▶ Records shown
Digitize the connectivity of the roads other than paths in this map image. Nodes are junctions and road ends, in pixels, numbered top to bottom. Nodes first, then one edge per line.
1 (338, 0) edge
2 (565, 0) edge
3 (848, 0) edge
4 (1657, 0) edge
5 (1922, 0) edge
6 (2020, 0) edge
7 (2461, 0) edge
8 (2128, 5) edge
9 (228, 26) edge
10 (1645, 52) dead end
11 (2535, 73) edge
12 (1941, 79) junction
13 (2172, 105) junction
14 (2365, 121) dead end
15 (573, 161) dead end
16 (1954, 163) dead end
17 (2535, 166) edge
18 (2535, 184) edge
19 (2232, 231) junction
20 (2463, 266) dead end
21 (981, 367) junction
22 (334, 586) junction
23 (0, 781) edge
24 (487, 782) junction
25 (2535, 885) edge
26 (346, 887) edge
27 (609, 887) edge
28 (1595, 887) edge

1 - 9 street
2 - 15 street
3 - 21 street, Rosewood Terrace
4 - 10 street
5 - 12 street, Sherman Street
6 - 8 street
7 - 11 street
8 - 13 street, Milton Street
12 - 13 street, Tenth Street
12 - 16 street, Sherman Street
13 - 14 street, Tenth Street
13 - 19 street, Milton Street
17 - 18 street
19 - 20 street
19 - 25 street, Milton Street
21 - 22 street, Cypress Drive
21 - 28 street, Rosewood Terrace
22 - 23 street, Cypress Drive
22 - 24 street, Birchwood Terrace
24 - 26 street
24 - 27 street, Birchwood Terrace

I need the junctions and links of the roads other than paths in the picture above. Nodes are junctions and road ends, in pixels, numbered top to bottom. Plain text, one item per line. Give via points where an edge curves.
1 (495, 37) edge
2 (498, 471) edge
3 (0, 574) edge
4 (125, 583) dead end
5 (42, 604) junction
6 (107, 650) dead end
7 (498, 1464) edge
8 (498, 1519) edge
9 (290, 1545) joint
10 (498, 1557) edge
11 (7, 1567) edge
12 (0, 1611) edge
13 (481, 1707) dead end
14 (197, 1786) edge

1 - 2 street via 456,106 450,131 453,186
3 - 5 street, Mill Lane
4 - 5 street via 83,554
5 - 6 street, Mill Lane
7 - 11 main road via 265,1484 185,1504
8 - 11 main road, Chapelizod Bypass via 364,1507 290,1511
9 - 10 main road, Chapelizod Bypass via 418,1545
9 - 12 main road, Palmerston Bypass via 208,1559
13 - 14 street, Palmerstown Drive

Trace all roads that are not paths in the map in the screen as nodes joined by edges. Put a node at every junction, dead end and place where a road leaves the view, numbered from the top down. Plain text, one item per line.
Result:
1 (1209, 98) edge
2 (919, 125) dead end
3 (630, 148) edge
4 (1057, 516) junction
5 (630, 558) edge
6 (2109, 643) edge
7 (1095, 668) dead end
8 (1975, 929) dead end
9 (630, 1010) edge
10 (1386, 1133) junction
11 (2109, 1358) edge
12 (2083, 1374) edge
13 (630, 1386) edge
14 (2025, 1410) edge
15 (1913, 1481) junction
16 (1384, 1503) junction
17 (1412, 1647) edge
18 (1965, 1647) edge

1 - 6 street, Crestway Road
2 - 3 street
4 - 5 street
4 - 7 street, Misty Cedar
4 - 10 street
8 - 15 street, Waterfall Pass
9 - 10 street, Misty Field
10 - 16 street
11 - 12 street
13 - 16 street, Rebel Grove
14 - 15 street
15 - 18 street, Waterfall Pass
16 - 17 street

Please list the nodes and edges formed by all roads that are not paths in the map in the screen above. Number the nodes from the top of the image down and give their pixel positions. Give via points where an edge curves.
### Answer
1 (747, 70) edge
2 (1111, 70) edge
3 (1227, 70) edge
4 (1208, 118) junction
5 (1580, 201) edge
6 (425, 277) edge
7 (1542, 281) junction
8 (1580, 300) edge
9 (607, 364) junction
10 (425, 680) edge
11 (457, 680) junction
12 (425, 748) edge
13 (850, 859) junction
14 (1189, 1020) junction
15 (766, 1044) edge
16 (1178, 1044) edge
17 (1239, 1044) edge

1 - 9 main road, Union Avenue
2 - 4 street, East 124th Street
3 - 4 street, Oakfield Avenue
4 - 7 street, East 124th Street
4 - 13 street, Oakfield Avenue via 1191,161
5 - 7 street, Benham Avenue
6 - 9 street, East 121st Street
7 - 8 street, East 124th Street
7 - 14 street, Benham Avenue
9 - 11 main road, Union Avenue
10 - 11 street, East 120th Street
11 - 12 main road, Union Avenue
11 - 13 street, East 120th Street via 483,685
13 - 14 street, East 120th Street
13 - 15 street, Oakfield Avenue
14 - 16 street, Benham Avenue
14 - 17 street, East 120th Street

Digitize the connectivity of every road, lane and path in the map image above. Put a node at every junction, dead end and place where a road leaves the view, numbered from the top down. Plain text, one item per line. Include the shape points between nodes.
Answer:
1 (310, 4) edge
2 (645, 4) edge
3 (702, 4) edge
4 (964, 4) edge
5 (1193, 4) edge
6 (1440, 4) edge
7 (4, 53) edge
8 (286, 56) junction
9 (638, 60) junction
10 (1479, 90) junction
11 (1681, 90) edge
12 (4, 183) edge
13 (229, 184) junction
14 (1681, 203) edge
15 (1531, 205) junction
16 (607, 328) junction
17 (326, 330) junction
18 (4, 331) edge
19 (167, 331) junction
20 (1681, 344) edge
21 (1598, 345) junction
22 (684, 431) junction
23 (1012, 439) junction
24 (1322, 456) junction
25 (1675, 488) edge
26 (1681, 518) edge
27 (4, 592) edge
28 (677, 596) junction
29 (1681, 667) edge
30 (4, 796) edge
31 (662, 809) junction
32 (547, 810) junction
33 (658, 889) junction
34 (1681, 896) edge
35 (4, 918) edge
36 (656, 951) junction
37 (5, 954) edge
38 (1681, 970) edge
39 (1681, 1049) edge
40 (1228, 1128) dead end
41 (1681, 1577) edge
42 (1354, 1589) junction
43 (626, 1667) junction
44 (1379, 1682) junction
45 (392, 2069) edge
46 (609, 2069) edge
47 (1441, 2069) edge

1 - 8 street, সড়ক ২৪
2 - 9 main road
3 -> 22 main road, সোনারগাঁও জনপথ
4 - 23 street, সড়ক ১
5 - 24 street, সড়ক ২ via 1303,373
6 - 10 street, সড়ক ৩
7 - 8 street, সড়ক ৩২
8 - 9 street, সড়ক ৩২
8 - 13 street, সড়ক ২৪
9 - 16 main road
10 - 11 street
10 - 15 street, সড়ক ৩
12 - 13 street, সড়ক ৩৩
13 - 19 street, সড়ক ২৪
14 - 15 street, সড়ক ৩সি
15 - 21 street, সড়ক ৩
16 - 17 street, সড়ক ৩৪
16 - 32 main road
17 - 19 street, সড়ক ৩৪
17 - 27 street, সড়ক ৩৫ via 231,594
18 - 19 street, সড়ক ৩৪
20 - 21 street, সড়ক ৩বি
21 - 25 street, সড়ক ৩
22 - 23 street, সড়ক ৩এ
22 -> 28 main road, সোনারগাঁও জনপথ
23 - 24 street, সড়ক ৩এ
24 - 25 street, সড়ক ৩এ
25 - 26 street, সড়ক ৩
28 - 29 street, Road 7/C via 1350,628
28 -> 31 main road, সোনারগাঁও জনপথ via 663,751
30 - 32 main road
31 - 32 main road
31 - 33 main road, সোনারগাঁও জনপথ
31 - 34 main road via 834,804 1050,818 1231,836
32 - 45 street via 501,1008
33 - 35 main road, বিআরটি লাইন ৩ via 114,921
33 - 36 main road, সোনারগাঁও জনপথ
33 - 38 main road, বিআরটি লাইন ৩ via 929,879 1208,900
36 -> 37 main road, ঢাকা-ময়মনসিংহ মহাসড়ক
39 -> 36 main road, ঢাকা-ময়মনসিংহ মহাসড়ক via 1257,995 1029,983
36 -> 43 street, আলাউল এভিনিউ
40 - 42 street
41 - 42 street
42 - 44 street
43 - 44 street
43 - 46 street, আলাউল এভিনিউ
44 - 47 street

▶ Description of the task
Search the records above for the word "text", then say how many lines contain it. Give the number alone.

▶ Answer for the task
3